Closed nichivo closed 5 years ago
Cool workaround, but not comfortable getting rid of the logs altogether within the container. Closing this PR, I'll add logrotate and set up log rotation instead.
Ok, but it could get messy - if you plan on using cron to run logrotate, you'll need to choose a process manager, configure services, etc. And remember to add VOLUME /var/log/lighttpd
to the Dockerfile.
I think log output from the containers should be sent elsewhere (the default docker logs -f
, journald, logstash, cloud service, etc), so keeping the logs inside as well seems wasteful.
Ideally, containers should mutate as little as possible (but there are always exceptions like pid files). docker diff
shouldn't show many changes to the filesystem.
Have a think about it - interested to see where it goes ;)
Great food for thought there, thanks!
I’m weakly opinionated on this topic so definitely open to discussion.
My initial use case was just to have a container with a light HTTP (😉) server for low key client-side testing and debugging, so didn’t need a logging strategy, let alone a long-running one. In practice if something goes wrong I just look at the logs output by the container, or jump into the container and look at the individual log files if there’s a lot to sift through.
With this trivial use case out of the way, in a production setting where logs are first-class citizens, I can see logging from apps in containers going two ways:
Logs are streamed from the app to stdout (e.g. as per the 12 factors), there are no log files in the container (which stays relatively immutable), and a separate log management service collects and manages the logs.

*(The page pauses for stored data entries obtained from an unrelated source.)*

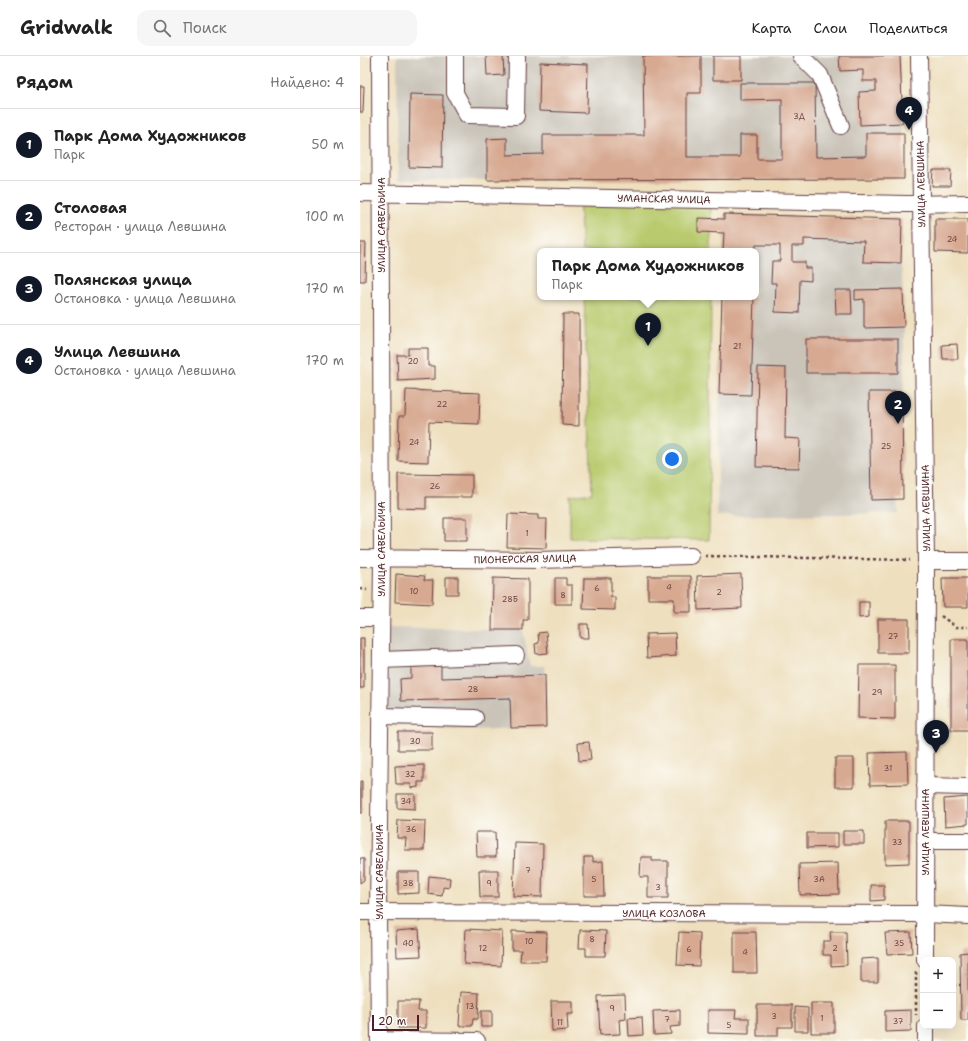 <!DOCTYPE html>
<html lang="ru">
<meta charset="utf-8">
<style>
body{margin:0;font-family:"Shantell Sans",sans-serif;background:#f6f6f6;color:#222}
.controls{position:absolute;right:12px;bottom:12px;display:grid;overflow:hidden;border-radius:8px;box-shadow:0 4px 16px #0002}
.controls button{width:36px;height:36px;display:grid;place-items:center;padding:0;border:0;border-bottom:1px solid #e0e0e0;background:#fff;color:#222;font:20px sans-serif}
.scale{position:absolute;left:12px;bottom:10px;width:47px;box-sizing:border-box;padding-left:4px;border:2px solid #4a1f2b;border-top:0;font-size:11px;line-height:14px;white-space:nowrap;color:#4a1f2b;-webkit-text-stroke:3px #fdfcf7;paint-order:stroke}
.you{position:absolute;left:312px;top:403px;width:14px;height:14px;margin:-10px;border:3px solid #fff;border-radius:50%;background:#1a73e8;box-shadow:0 0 0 6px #1a73e833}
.badge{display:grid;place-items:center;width:26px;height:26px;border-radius:50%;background:#111827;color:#fff;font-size:13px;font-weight:700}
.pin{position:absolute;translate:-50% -33px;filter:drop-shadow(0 1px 2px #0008)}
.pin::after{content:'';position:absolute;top:21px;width:14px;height:12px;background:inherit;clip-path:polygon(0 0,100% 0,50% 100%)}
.popup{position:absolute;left:177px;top:192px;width:222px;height:52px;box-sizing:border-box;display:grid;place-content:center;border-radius:8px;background:#fff;filter:drop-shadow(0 1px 3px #0005);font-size:13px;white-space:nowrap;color:#767676}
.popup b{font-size:15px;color:#222}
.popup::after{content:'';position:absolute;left:50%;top:100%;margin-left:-8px;border:8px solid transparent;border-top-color:#fff}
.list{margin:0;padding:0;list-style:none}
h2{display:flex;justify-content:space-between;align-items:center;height:52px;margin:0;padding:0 16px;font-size:17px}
h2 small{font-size:13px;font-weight:400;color:#767676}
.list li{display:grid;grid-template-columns:26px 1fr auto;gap:12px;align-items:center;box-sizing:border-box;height:72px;padding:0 16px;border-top:1px solid #e0e0e0}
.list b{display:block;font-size:15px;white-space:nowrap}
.list p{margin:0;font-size:13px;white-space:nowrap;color:#767676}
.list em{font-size:13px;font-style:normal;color:#767676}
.icon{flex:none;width:22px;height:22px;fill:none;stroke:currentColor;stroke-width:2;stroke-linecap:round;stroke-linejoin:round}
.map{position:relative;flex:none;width:608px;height:985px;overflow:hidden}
header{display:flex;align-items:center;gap:24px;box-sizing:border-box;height:56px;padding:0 20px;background:#fff;border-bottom:1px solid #e0e0e0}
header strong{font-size:19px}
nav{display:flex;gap:22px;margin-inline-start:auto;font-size:14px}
.search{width:280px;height:36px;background:#f6f6f6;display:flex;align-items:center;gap:10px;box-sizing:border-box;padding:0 14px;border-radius:12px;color:#767676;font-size:15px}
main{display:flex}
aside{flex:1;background:#fff}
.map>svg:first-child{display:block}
</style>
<header>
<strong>Gridwalk</strong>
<div class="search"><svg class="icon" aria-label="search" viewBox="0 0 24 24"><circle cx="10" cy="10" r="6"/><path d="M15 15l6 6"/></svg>Поиск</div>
<nav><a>Карта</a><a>Слои</a><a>Поделиться</a></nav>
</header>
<main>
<aside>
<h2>Рядом<small>Найдено: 4</small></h2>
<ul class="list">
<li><span class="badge">1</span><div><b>Парк Дома Художников</b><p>Парк</p></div><em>50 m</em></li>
<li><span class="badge">2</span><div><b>Столовая</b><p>Ресторан · улица Левшина</p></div><em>100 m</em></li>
<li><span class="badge">3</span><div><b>Полянская улица</b><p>Остановка · улица Левшина</p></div><em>170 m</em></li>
<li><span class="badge">4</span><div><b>Улица Левшина</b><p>Остановка · улица Левшина</p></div><em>170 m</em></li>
</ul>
</aside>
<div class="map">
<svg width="608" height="985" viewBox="0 0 608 985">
<rect width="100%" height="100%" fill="#fdfcf7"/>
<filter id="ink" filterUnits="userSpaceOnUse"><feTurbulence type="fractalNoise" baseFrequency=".025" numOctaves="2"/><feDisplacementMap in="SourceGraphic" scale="8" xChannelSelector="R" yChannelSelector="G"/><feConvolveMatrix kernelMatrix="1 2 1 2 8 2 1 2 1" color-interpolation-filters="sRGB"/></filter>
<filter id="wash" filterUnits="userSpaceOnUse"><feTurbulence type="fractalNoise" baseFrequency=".012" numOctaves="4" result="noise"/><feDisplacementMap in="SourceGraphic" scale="16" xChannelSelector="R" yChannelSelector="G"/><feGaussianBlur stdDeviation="0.9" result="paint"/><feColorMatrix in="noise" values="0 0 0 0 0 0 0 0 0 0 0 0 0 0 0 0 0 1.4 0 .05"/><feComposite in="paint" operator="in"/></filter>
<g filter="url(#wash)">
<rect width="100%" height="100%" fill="#eedfbe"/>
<path fill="#c9c3b8" d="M37,0H540L544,77V123L38,124Z
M364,158L542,163L541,207L543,234L544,271V331L542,336L543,443H537L538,457L357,460L362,241H396V195H363Z
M28,571L163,574L170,610H185L186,671L108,674L28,668Z"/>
<path fill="#b8ca6d" stroke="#81744c" d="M219,142L351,144V195H222Z
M224,241H351L349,484L210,482V440L232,437Z"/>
<g id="blocks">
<path fill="#d7a991" d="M126,0H143L144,19L127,20Z
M283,0H341V37H327V101H380V79H397V103H422V43L380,44V27H455L456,101L506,100V77H544V123L127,124V83L147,82V99L183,98V79H284Z
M353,0H381V24H353Z
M479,0H540L543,67L500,69L499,36L516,35V25H503V14L480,15Z
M180,6L228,8L227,57L179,55Z
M0,30H4L3,56H0Z
M50,38L83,39L82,112L49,111Z
M573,114H591L590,130H572Z
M364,158L542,163L541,207L503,206L504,185L444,183V190H432V206H445V212H451V225L440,224L439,257L415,256L416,227H411L412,205H420V189H396L395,195H363L364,177L338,176V162L364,163Z
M575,163H608V197L575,196Z
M0,187H6L5,225H0Z
M543,233L544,271L504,272V243L495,244V234Z
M475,234H491L492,258H476Z
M362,241H394L391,339L359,338Z
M203,258H219V370L202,369Z
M446,283H538V317H446Z
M597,288L598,303H583L582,289Z
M48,292H68V310H75V323L38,325L37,299H48Z
M398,311L426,312L425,382L440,383L439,412L396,411Z
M46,334L120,337L119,368L69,366L68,406L38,405L39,360H45Z
M509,336H542L543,443L511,444Z
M38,418L112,419V441H66V453L38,452Z
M148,458L178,459V463H187L186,492L147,491Z
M84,462H107V485H84Z
M36,518L65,520L64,524H73L72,548L35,546Z
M381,518L382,552L338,554L337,520Z
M288,520H331V556H314V543H288Z
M86,521H98V538H86Z
M133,522L168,523V564H163V574H132Z
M195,522H206V529H212V548H195Z
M224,522H251V541H255V554L223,553Z
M582,522H608V551H583Z
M499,546H509V561L499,562Z
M518,563H549V597H518Z
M220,568H228L229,582H220Z
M186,576L188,597L176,598L175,588L179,587L178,577Z
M315,577L316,600L287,602L286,578Z
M0,582H4V632H0Z
M591,583H608V674H591Z
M499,609H535V663L498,662Z
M81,610V622L185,619L186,671L151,672L150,642L41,645L40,623L51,622V611Z
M38,676H72V694H38Z
M229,686L231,704L219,705L218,687Z
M547,696L548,728L510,729L509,697Z
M475,702H494V731H475Z
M64,709V726H58V731L51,732V728H36L35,710Z
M0,725H2V757H0Z
M37,738H55V753L37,752Z
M608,741V768L585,770L584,743Z
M38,764L65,765L64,794H45L46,782H37Z
M525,765H549V807L525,808Z
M483,775H504V788H483Z
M116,776H135L136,801H117Z
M447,777H478V791L447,792Z
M155,787L183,788L182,841L153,840Z
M224,801H233V806L243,805L244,840H224Z
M281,801H292V805H308V842H288V821H280Z
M0,802L4,803V824L0,827Z
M478,807L479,838L440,839L439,808Z
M119,814H138V841H120Z
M38,816H59V837L38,838Z
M69,820L90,822L89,832L83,831L82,840L68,838Z
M511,829H524V844L511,845Z
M59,873L61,900L37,901L36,875Z
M106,873L142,875L141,910L104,908Z
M220,874L246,875L245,900H226V892H219Z
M152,875L187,876L186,905H160L161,894H152Z
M319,876L340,877L339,910L317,909Z
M374,876H396L397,917H374Z
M470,876H486L487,909L471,910V899H463V885H471Z
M551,876L552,897L527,898L525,877Z
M608,896V964H601L600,897Z
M518,902V926H501V903Z
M101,936L119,937L118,963H113L112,970H99Z
M265,939L266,963L259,964L260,978L240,979L238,940Z
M38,945H59L58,955H66V972H38Z
M191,945H213V958H207L208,974L192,975Z
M451,947H474V977H451Z
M397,949H432V971H418V980H397Z
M435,951L448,952V975H435Z
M320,954V970L310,971L311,978L294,979L293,955Z
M348,954H376L375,962H389V978L348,977Z
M551,954V975L525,976V955Z
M121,955H132V971H121Z
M282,961L283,979L269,980L268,962Z"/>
</g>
</g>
<g filter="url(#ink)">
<use href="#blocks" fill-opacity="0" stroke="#633c41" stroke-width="1"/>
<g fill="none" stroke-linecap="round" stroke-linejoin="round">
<g stroke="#633c41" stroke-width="18">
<path id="minor" d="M95,0V37L107,59L156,60L157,0
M441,0L460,19L481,70
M559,0L566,505L565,904
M0,137L547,148L608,147
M0,502L177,504L331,500
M566,505H608
M0,562H21
M21,604L156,599
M20,660L115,662
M565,730L608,731
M565,785H608
M0,856L565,858L608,860
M566,970V985
M19,984L117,985
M19,985L18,856L22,503L20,0"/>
</g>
<path stroke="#633c41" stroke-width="2.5" stroke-dasharray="3 3" stroke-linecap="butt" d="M345,500L550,504
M0,533L7,534
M581,560L596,571H608
M556,916V959
M593,929H601"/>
<use href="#minor" stroke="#fff" stroke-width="16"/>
</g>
</g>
<g text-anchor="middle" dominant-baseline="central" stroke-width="3" stroke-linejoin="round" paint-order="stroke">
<g font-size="8" fill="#6d4244">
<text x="439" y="60">3Д</text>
<text x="592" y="183">24</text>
<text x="377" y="290">21</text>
<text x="53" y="305">20</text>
<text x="82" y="348">22</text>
<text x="54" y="386">24</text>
<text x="526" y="390">25</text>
<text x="75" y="430">26</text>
<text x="167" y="477">1</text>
<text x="309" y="531">4</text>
<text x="237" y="532">6</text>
<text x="54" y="535">10</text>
<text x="359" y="536">2</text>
<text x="203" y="539">8</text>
<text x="150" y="543">28Б</text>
<text x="533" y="580">27</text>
<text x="113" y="633">28</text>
<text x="517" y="636">29</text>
<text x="55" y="685">30</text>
<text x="528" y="712">31</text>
<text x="50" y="718">32</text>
<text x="46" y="745">34</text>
<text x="51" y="773">36</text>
<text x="537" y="786">33</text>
<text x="168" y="814">7</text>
<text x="234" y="823">5</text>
<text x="459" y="823">3А</text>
<text x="48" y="827">38</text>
<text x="129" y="827">9</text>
<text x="298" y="831">3</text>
<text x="232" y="883">8</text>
<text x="169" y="885">10</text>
<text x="48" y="887">40</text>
<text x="539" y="887">35</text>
<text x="123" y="892">12</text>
<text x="475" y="892">2</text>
<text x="329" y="893">6</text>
<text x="385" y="896">4</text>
<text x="110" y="950">13</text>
<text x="252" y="952">9</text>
<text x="414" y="960">3</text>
<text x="462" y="962">1</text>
<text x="307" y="963">7</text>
<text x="538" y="965">37</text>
<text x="200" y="966">11</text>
<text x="369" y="969">5</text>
</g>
<g font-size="10" fill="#4a1f2b" stroke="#fdfcf7">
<text transform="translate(561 128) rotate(-91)">УЛИЦА ЛЕВШИНА</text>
<text transform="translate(304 143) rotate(1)">УМАНСКАЯ УЛИЦА</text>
<text transform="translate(21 169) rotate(-90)">УЛИЦА САВЕЛЬИЧА</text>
<text transform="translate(566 452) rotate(-91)">УЛИЦА ЛЕВШИНА</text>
<text transform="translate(21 493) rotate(-90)">УЛИЦА САВЕЛЬИЧА</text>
<text transform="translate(165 503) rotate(-1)">ПИОНЕРСКАЯ УЛИЦА</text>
<text transform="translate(565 776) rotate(-90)">УЛИЦА ЛЕВШИНА</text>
<text transform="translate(19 816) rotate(-90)">УЛИЦА САВЕЛЬИЧА</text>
<text x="304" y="857">УЛИЦА КОЗЛОВА</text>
</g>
</g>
</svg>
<div class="controls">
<button>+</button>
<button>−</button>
</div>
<div class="scale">20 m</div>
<div class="you"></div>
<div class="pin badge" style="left:288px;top:290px">1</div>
<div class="popup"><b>Парк Дома Художников</b>Парк</div>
<div class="pin badge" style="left:538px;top:368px">2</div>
<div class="pin badge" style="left:576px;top:697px">3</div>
<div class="pin badge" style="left:549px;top:74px">4</div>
</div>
</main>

My primary concern is that with this container specifically, there are two types of logs (access and error), so by dumping everything to stdout indiscriminately we’re losing some information (namely, the type of each log record). (My secondary concern is that in my non-production setting I need an additional service/container if I want to look at the log history.)
Logs are stored in files, and - in production - either the logs are collected from the container’s output (so same as above), or an additional agent/service collects and forwards the logs from the individual log files.
This approach solves the two concerns from the first approach, but it has the impacts and downsides that you mentioned.
Having said that neither of the two approaches seems fully satisfying (and I may be missing other approaches that would solve all these problems 😄), so it may ultimately be down to individual preference (and of course what the local dev/ops practices require).
Anyway let me give this some more thought!
Yeah I'm going to go with the simple option as per your PR, to keep everything lightweight.
Great, thanks!
Yep, it can be difficult to contort "pre-Docker" apps to run inside containers and sometimes sacrifices need to be made! As for stderr logs going to stdout, I think it's worth losing that as it's possible to use better tooling if required. e.g. access logs are usually well formatted so Logstash can isolate those, and any other logs that don't match that format are therefore errors or service messages.
But it looks like this merge wiped out PR#6 - maybe this PR needed to be rebased before merging or something?!? ;)
The wipe-out was caused by fat-finger conflict resolution whilst attempting an auto-merge using GitHub 😅 — has now been corrected.
Thanks for the interesting discussion on this PR!
Nice!
It's good to see the most popular lighttpd image now stops quickly and gracefully :)
time docker stop lighty
docker stop lighty 0.15s user 0.03s system 38% cpu 0.467 total
and is light:
docker diff lighty
C /run
A /run/lighttpd.pid
Thanks.
Currently the container writes logs to /var/log/lighttpd/ and can consume a lot of disk space over time as there is no logrotate process scheduled to run.
This patch writes server and traffic logs to stdout only to avoid consuming disk space.